Your assignment: Your answer must be a single number: how many lines in the records below contain the word "December".

Data for the task:
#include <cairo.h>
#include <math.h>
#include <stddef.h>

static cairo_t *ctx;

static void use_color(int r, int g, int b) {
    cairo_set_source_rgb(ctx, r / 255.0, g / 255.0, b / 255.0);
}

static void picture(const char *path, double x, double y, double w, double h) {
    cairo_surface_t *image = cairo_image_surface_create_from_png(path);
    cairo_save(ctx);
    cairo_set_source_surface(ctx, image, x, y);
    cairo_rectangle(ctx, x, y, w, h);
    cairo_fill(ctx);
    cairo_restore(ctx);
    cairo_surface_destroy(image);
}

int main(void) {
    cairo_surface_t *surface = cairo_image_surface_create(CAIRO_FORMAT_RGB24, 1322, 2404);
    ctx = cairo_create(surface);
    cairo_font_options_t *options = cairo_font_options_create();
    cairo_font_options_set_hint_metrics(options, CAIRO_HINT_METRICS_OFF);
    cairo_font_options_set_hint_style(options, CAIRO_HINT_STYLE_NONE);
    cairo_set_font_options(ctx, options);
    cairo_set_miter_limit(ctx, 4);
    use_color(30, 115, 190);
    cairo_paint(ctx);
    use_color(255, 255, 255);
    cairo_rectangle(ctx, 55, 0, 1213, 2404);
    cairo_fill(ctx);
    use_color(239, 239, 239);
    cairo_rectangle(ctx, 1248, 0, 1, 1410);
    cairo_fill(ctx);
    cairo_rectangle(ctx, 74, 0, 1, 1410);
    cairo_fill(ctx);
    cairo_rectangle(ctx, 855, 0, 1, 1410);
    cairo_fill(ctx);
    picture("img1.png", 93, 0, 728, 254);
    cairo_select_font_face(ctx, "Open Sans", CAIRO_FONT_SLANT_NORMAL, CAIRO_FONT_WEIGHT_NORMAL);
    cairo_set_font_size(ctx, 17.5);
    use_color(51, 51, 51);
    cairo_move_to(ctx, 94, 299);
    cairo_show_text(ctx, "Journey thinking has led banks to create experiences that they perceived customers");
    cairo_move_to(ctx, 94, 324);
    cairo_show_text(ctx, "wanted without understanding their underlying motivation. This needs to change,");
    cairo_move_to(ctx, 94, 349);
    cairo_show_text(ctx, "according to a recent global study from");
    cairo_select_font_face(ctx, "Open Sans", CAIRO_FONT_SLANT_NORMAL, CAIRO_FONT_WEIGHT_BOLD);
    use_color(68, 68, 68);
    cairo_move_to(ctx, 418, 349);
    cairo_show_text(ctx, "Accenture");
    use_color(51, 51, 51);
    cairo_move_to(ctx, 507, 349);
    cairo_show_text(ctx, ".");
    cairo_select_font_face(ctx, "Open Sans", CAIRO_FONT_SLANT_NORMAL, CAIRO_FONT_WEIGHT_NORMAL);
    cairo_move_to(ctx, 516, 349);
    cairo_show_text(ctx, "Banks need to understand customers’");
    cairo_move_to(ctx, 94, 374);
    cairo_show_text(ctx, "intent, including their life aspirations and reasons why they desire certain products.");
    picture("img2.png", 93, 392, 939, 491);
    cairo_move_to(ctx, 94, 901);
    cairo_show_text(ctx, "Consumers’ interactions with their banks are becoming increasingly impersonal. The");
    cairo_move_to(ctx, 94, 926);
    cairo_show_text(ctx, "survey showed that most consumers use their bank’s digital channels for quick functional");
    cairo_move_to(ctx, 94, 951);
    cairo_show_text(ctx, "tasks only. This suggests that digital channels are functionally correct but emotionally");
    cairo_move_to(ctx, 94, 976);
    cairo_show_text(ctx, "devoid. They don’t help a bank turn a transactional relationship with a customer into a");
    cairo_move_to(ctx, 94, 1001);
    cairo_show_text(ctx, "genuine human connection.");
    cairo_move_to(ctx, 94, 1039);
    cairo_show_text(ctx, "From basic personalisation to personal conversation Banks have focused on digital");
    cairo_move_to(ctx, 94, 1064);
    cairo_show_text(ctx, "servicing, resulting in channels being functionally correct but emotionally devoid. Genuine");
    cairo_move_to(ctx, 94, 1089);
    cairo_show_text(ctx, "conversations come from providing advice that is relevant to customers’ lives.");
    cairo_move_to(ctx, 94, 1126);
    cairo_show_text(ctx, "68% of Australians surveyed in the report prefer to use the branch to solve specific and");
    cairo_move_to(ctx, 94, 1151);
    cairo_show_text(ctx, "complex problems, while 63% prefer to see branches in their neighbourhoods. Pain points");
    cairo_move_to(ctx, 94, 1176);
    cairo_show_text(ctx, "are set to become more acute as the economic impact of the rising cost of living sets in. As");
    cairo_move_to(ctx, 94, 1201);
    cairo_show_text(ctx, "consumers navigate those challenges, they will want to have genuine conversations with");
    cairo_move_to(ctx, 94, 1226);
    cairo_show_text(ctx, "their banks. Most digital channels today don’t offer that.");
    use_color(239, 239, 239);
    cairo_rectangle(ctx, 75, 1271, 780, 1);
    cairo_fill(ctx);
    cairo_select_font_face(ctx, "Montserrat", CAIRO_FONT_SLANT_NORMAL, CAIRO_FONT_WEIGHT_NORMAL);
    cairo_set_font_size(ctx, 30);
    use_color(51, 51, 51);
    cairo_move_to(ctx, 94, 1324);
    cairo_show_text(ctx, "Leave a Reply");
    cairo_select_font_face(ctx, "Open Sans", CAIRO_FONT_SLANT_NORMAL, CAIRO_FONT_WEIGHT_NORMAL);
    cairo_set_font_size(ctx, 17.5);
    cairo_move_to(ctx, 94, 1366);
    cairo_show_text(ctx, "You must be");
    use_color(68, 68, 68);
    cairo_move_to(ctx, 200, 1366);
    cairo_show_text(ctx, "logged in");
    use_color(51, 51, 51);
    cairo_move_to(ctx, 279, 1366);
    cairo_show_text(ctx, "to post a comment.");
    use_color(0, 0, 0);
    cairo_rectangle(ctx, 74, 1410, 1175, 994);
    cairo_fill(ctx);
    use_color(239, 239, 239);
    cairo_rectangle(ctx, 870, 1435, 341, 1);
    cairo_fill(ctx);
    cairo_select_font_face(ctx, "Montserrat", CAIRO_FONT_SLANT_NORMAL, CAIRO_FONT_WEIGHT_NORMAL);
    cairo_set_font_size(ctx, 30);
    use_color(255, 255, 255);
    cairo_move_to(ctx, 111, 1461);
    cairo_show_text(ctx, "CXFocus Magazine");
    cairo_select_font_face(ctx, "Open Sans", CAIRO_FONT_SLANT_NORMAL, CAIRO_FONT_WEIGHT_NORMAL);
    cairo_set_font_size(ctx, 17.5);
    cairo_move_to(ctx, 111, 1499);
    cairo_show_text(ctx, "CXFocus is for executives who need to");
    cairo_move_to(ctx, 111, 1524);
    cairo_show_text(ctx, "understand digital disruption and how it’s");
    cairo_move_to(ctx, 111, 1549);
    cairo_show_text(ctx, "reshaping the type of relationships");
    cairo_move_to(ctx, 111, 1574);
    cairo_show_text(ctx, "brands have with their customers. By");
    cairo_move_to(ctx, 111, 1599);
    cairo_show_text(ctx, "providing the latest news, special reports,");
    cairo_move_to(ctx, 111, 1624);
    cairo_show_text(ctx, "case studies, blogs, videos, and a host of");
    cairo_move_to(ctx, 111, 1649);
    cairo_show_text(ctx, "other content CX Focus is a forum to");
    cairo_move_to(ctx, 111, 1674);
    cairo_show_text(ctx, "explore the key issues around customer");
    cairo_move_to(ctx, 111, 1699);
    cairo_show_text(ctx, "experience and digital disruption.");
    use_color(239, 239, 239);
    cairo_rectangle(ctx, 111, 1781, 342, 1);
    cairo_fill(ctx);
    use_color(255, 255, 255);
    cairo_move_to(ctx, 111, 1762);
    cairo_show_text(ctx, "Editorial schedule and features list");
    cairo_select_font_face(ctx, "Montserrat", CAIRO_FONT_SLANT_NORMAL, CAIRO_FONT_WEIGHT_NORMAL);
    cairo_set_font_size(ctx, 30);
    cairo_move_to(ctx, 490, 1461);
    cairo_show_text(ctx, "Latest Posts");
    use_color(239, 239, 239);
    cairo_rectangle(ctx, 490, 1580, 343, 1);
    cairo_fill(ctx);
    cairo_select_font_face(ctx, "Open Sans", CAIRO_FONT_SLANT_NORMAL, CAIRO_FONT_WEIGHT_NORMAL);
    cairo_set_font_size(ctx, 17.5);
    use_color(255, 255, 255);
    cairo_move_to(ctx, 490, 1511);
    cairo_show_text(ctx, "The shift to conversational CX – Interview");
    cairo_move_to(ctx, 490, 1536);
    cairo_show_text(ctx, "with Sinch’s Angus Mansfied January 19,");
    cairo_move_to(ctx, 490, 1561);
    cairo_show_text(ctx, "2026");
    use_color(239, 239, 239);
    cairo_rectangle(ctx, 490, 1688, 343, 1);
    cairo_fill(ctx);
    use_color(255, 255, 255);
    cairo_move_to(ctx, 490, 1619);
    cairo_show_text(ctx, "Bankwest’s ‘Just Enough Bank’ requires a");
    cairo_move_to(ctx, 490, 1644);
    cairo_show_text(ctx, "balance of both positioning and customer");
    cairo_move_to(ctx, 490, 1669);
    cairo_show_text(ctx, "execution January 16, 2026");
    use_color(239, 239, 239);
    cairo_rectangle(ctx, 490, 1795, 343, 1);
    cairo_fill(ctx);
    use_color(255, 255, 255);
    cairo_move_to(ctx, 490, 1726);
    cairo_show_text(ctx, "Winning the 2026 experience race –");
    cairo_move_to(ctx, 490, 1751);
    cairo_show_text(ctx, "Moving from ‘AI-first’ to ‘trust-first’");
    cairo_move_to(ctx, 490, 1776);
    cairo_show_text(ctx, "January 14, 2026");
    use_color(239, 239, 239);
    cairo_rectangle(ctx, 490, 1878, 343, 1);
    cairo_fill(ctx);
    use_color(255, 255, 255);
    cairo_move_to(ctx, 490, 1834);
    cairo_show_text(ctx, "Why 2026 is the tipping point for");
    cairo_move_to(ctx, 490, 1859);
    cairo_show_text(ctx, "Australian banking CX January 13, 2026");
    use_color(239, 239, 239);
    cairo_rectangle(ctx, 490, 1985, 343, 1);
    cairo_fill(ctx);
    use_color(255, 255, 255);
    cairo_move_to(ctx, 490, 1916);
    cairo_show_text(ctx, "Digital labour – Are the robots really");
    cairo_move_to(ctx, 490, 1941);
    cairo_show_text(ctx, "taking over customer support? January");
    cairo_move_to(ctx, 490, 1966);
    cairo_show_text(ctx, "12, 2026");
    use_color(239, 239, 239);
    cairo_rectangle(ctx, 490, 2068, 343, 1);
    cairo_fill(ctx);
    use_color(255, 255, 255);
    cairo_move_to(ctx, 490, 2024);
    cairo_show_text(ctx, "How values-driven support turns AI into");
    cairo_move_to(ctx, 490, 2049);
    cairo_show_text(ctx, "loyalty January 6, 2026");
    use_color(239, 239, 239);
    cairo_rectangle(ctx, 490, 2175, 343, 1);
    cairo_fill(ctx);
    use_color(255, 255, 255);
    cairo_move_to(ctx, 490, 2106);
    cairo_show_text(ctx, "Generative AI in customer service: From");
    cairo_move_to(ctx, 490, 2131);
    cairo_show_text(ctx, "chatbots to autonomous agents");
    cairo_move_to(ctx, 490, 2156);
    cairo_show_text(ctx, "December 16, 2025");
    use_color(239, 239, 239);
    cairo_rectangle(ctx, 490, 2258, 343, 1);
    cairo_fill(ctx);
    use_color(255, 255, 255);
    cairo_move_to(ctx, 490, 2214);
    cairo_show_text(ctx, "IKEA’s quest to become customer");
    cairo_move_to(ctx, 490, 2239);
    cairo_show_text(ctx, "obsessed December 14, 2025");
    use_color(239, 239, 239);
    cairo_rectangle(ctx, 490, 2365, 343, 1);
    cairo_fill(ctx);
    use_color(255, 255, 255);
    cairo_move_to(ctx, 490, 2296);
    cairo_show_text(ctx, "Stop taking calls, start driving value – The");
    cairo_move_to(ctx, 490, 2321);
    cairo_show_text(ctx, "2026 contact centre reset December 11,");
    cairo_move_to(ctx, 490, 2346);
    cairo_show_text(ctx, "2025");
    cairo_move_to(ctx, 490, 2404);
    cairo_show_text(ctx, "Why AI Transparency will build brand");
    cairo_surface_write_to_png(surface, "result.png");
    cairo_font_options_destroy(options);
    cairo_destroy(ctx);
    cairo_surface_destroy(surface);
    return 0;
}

Problem solution: 3